— TASK ITEM —
Every record must reappear in the answer exactly as given.

[Collected data]
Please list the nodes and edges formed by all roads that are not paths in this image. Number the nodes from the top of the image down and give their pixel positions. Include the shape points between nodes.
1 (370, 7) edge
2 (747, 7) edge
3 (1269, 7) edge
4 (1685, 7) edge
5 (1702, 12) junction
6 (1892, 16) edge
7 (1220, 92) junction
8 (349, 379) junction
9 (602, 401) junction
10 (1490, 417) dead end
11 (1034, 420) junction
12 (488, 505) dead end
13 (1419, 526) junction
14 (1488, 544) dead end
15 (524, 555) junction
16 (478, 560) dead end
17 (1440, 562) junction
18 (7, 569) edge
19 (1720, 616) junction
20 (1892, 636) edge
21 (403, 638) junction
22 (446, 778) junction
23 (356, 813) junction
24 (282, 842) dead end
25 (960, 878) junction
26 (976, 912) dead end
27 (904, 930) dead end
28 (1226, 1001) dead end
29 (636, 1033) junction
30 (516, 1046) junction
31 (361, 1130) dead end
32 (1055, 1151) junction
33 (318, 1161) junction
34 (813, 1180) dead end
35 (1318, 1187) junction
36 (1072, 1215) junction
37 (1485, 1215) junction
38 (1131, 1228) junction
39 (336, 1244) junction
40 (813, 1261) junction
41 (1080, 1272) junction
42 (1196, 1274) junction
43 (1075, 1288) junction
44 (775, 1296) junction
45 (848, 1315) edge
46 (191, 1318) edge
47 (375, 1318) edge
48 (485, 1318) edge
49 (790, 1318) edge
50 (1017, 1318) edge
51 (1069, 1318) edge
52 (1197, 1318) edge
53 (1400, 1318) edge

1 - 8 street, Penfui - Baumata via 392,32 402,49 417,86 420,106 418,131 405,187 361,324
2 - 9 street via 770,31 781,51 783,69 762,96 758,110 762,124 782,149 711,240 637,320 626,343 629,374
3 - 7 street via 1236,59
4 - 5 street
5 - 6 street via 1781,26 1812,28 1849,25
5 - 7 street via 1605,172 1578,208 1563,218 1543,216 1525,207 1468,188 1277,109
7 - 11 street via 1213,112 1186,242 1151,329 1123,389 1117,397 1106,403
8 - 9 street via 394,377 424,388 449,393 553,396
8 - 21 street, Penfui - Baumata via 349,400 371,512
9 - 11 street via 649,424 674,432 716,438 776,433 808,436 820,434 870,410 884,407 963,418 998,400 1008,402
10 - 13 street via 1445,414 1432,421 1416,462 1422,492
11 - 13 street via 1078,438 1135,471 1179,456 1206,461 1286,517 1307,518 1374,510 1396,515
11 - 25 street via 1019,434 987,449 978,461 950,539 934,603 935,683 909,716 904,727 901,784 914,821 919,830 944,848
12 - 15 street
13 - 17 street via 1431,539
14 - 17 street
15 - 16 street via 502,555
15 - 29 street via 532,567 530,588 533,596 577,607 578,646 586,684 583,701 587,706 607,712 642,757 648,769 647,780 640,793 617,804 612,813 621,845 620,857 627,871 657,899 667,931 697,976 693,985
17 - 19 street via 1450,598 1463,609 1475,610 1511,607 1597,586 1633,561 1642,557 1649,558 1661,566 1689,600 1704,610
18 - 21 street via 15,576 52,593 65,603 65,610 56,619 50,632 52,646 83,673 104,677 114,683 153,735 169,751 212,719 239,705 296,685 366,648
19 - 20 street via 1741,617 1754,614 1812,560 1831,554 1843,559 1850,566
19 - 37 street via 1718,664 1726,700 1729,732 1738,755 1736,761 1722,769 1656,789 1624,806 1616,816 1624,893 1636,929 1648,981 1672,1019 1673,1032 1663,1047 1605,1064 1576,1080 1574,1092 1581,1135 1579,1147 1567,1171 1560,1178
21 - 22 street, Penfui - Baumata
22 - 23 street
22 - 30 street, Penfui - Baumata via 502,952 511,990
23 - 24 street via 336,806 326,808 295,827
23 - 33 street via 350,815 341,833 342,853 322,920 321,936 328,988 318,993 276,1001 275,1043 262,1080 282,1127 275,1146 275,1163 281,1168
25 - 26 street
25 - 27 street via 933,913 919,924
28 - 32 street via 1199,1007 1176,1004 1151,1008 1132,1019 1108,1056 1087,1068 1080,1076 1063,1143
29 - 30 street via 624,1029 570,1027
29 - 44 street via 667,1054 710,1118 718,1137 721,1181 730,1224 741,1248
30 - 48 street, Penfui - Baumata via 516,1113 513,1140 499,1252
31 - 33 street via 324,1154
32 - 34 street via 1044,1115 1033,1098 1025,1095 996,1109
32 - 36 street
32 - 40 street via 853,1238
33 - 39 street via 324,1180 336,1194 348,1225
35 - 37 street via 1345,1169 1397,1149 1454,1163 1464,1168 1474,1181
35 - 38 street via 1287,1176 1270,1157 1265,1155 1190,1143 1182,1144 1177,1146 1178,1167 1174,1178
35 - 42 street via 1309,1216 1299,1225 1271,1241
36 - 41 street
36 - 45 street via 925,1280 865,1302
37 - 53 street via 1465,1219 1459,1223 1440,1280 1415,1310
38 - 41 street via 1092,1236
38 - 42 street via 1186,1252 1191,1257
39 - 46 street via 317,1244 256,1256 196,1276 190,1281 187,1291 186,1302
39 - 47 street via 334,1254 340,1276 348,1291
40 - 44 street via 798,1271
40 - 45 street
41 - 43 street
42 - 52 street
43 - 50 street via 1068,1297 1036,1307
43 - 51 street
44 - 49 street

— EXERCISE OUTPUT —
Please list the nodes and edges formed by all roads that are not paths in this image. Number the nodes from the top of the image down and give their pixel positions. Include the shape points between nodes.
1 (370, 7) edge
2 (747, 7) edge
3 (1269, 7) edge
4 (1685, 7) edge
5 (1702, 12) junction
6 (1892, 16) edge
7 (1220, 92) junction
8 (349, 379) junction
9 (602, 401) junction
10 (1490, 417) dead end
11 (1034, 420) junction
12 (488, 505) dead end
13 (1419, 526) junction
14 (1488, 544) dead end
15 (524, 555) junction
16 (478, 560) dead end
17 (1440, 562) junction
18 (7, 569) edge
19 (1720, 616) junction
20 (1892, 636) edge
21 (403, 638) junction
22 (446, 778) junction
23 (356, 813) junction
24 (282, 842) dead end
25 (960, 878) junction
26 (976, 912) dead end
27 (904, 930) dead end
28 (1226, 1001) dead end
29 (636, 1033) junction
30 (516, 1046) junction
31 (361, 1130) dead end
32 (1055, 1151) junction
33 (318, 1161) junction
34 (813, 1180) dead end
35 (1318, 1187) junction
36 (1072, 1215) junction
37 (1485, 1215) junction
38 (1131, 1228) junction
39 (336, 1244) junction
40 (813, 1261) junction
41 (1080, 1272) junction
42 (1196, 1274) junction
43 (1075, 1288) junction
44 (775, 1296) junction
45 (848, 1315) edge
46 (191, 1318) edge
47 (375, 1318) edge
48 (485, 1318) edge
49 (790, 1318) edge
50 (1017, 1318) edge
51 (1069, 1318) edge
52 (1197, 1318) edge
53 (1400, 1318) edge

1 - 8 street, Penfui - Baumata via 392,32 402,49 417,86 420,106 418,131 405,187 361,324
2 - 9 street via 770,31 781,51 783,69 762,96 758,110 762,124 782,149 711,240 637,320 626,343 629,374
3 - 7 street via 1236,59
4 - 5 street
5 - 6 street via 1781,26 1812,28 1849,25
5 - 7 street via 1605,172 1578,208 1563,218 1543,216 1525,207 1468,188 1277,109
7 - 11 street via 1213,112 1186,242 1151,329 1123,389 1117,397 1106,403
8 - 9 street via 394,377 424,388 449,393 553,396
8 - 21 street, Penfui - Baumata via 349,400 371,512
9 - 11 street via 649,424 674,432 716,438 776,433 808,436 820,434 870,410 884,407 963,418 998,400 1008,402
10 - 13 street via 1445,414 1432,421 1416,462 1422,492
11 - 13 street via 1078,438 1135,471 1179,456 1206,461 1286,517 1307,518 1374,510 1396,515
11 - 25 street via 1019,434 987,449 978,461 950,539 934,603 935,683 909,716 904,727 901,784 914,821 919,830 944,848
12 - 15 street
13 - 17 street via 1431,539
14 - 17 street
15 - 16 street via 502,555
15 - 29 street via 532,567 530,588 533,596 577,607 578,646 586,684 583,701 587,706 607,712 642,757 648,769 647,780 640,793 617,804 612,813 621,845 620,857 627,871 657,899 667,931 697,976 693,985
17 - 19 street via 1450,598 1463,609 1475,610 1511,607 1597,586 1633,561 1642,557 1649,558 1661,566 1689,600 1704,610
18 - 21 street via 15,576 52,593 65,603 65,610 56,619 50,632 52,646 83,673 104,677 114,683 153,735 169,751 212,719 239,705 296,685 366,648
19 - 20 street via 1741,617 1754,614 1812,560 1831,554 1843,559 1850,566
19 - 37 street via 1718,664 1726,700 1729,732 1738,755 1736,761 1722,769 1656,789 1624,806 1616,816 1624,893 1636,929 1648,981 1672,1019 1673,1032 1663,1047 1605,1064 1576,1080 1574,1092 1581,1135 1579,1147 1567,1171 1560,1178
21 - 22 street, Penfui - Baumata
22 - 23 street
22 - 30 street, Penfui - Baumata via 502,952 511,990
23 - 24 street via 336,806 326,808 295,827
23 - 33 street via 350,815 341,833 342,853 322,920 321,936 328,988 318,993 276,1001 275,1043 262,1080 282,1127 275,1146 275,1163 281,1168
25 - 26 street
25 - 27 street via 933,913 919,924
28 - 32 street via 1199,1007 1176,1004 1151,1008 1132,1019 1108,1056 1087,1068 1080,1076 1063,1143
29 - 30 street via 624,1029 570,1027
29 - 44 street via 667,1054 710,1118 718,1137 721,1181 730,1224 741,1248
30 - 48 street, Penfui - Baumata via 516,1113 513,1140 499,1252
31 - 33 street via 324,1154
32 - 34 street via 1044,1115 1033,1098 1025,1095 996,1109
32 - 36 street
32 - 40 street via 853,1238
33 - 39 street via 324,1180 336,1194 348,1225
35 - 37 street via 1345,1169 1397,1149 1454,1163 1464,1168 1474,1181
35 - 38 street via 1287,1176 1270,1157 1265,1155 1190,1143 1182,1144 1177,1146 1178,1167 1174,1178
35 - 42 street via 1309,1216 1299,1225 1271,1241
36 - 41 street
36 - 45 street via 925,1280 865,1302
37 - 53 street via 1465,1219 1459,1223 1440,1280 1415,1310
38 - 41 street via 1092,1236
38 - 42 street via 1186,1252 1191,1257
39 - 46 street via 317,1244 256,1256 196,1276 190,1281 187,1291 186,1302
39 - 47 street via 334,1254 340,1276 348,1291
40 - 44 street via 798,1271
40 - 45 street
41 - 43 street
42 - 52 street
43 - 50 street via 1068,1297 1036,1307
43 - 51 street
44 - 49 street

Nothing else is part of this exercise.